Exercise directions:
Every picture should be left out, but the lines below must be repeated exactly.

----------

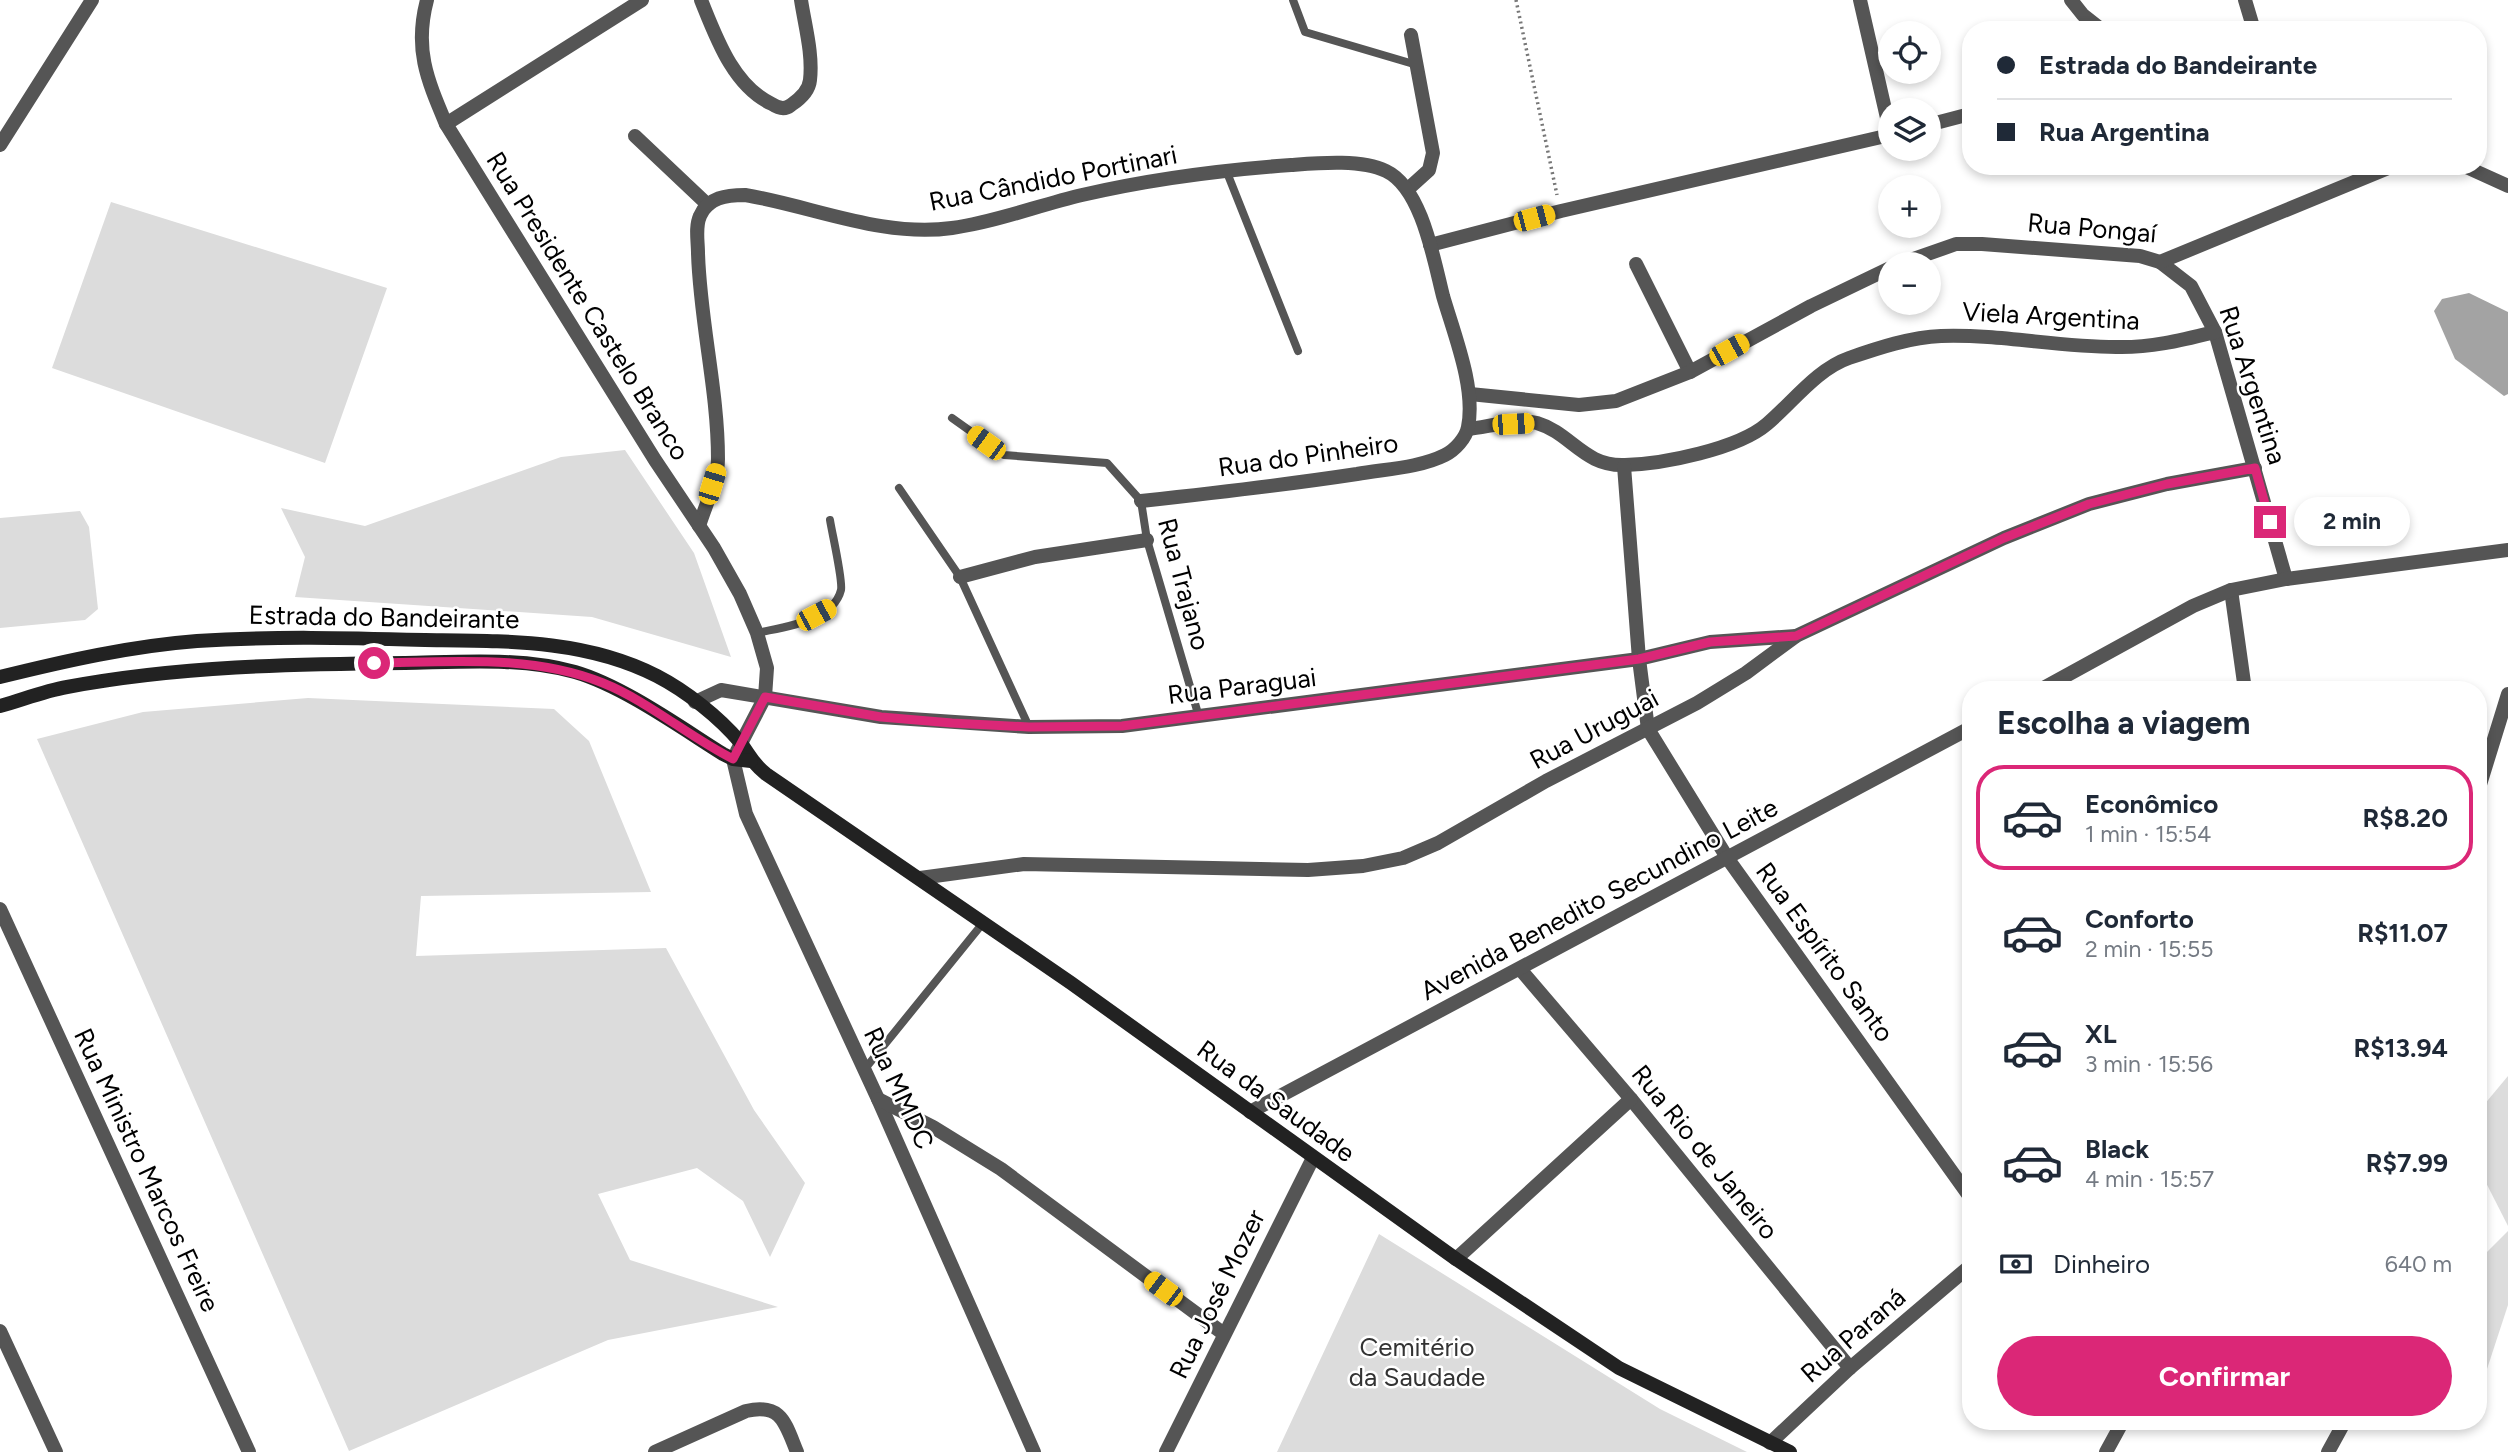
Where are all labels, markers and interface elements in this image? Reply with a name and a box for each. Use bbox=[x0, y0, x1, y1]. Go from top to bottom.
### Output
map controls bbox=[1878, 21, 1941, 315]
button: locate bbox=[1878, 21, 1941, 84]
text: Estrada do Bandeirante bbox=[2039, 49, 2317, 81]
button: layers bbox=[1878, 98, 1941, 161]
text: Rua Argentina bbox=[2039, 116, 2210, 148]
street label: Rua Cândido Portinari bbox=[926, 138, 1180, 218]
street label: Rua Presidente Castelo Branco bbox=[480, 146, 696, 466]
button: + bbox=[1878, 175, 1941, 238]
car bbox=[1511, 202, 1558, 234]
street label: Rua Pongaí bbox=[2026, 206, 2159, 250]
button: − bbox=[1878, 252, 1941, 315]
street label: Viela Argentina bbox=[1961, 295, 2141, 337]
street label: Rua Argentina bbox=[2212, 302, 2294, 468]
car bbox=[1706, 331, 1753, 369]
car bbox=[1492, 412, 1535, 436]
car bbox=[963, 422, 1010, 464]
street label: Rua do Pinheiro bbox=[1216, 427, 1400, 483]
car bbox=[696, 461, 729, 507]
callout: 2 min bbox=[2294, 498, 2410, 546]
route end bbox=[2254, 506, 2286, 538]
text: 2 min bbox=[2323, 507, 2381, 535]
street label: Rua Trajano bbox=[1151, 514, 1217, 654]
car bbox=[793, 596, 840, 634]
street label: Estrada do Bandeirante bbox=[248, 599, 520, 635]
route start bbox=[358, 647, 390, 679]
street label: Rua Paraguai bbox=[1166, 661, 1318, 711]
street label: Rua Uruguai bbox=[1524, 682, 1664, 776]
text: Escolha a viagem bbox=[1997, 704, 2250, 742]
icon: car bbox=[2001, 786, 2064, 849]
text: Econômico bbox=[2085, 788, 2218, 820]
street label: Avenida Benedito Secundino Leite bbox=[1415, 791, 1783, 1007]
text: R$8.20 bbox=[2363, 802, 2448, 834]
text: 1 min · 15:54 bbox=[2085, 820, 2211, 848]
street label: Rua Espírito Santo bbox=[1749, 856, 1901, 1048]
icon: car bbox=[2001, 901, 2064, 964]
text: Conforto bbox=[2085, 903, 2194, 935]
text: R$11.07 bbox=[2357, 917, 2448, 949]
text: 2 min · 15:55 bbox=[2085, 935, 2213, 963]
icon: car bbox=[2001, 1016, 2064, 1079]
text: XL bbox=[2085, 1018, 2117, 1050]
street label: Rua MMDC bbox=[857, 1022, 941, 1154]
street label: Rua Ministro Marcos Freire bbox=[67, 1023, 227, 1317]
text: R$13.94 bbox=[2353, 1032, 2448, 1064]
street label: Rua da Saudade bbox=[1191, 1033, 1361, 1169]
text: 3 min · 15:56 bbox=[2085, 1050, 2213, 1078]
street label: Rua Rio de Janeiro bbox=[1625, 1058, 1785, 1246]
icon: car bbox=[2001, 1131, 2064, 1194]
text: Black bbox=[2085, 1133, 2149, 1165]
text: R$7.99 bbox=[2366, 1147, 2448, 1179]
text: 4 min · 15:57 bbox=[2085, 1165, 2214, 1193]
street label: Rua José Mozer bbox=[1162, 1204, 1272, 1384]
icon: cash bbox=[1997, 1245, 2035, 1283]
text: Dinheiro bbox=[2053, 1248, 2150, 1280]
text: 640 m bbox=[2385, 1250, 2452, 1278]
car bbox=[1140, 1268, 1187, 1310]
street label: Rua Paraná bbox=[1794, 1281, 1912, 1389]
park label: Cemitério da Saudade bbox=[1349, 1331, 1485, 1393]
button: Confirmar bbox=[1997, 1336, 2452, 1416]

----------

Solution for this task:
Where are all labels, markers and interface elements in this image? Reply with a name and a box for each. Use bbox=[x0, y0, x1, y1]. Go from top to bottom.
### Output
map controls bbox=[1878, 21, 1941, 315]
button: locate bbox=[1878, 21, 1941, 84]
text: Estrada do Bandeirante bbox=[2039, 49, 2317, 81]
button: layers bbox=[1878, 98, 1941, 161]
text: Rua Argentina bbox=[2039, 116, 2210, 148]
street label: Rua Cândido Portinari bbox=[926, 138, 1180, 218]
street label: Rua Presidente Castelo Branco bbox=[480, 146, 696, 466]
button: + bbox=[1878, 175, 1941, 238]
car bbox=[1511, 202, 1558, 234]
street label: Rua Pongaí bbox=[2026, 206, 2159, 250]
button: − bbox=[1878, 252, 1941, 315]
street label: Viela Argentina bbox=[1961, 295, 2141, 337]
street label: Rua Argentina bbox=[2212, 302, 2294, 468]
car bbox=[1706, 331, 1753, 369]
car bbox=[1492, 412, 1535, 436]
car bbox=[963, 422, 1010, 464]
street label: Rua do Pinheiro bbox=[1216, 427, 1400, 483]
car bbox=[696, 461, 729, 507]
callout: 2 min bbox=[2294, 498, 2410, 546]
route end bbox=[2254, 506, 2286, 538]
text: 2 min bbox=[2323, 507, 2381, 535]
street label: Rua Trajano bbox=[1151, 514, 1217, 654]
car bbox=[793, 596, 840, 634]
street label: Estrada do Bandeirante bbox=[248, 599, 520, 635]
route start bbox=[358, 647, 390, 679]
street label: Rua Paraguai bbox=[1166, 661, 1318, 711]
street label: Rua Uruguai bbox=[1524, 682, 1664, 776]
text: Escolha a viagem bbox=[1997, 704, 2250, 742]
icon: car bbox=[2001, 786, 2064, 849]
text: Econômico bbox=[2085, 788, 2218, 820]
street label: Avenida Benedito Secundino Leite bbox=[1415, 791, 1783, 1007]
text: R$8.20 bbox=[2363, 802, 2448, 834]
text: 1 min · 15:54 bbox=[2085, 820, 2211, 848]
street label: Rua Espírito Santo bbox=[1749, 856, 1901, 1048]
icon: car bbox=[2001, 901, 2064, 964]
text: Conforto bbox=[2085, 903, 2194, 935]
text: R$11.07 bbox=[2357, 917, 2448, 949]
text: 2 min · 15:55 bbox=[2085, 935, 2213, 963]
icon: car bbox=[2001, 1016, 2064, 1079]
text: XL bbox=[2085, 1018, 2117, 1050]
street label: Rua MMDC bbox=[857, 1022, 941, 1154]
street label: Rua Ministro Marcos Freire bbox=[67, 1023, 227, 1317]
text: R$13.94 bbox=[2353, 1032, 2448, 1064]
street label: Rua da Saudade bbox=[1191, 1033, 1361, 1169]
text: 3 min · 15:56 bbox=[2085, 1050, 2213, 1078]
street label: Rua Rio de Janeiro bbox=[1625, 1058, 1785, 1246]
icon: car bbox=[2001, 1131, 2064, 1194]
text: Black bbox=[2085, 1133, 2149, 1165]
text: R$7.99 bbox=[2366, 1147, 2448, 1179]
text: 4 min · 15:57 bbox=[2085, 1165, 2214, 1193]
street label: Rua José Mozer bbox=[1162, 1204, 1272, 1384]
icon: cash bbox=[1997, 1245, 2035, 1283]
text: Dinheiro bbox=[2053, 1248, 2150, 1280]
text: 640 m bbox=[2385, 1250, 2452, 1278]
car bbox=[1140, 1268, 1187, 1310]
street label: Rua Paraná bbox=[1794, 1281, 1912, 1389]
park label: Cemitério da Saudade bbox=[1349, 1331, 1485, 1393]
button: Confirmar bbox=[1997, 1336, 2452, 1416]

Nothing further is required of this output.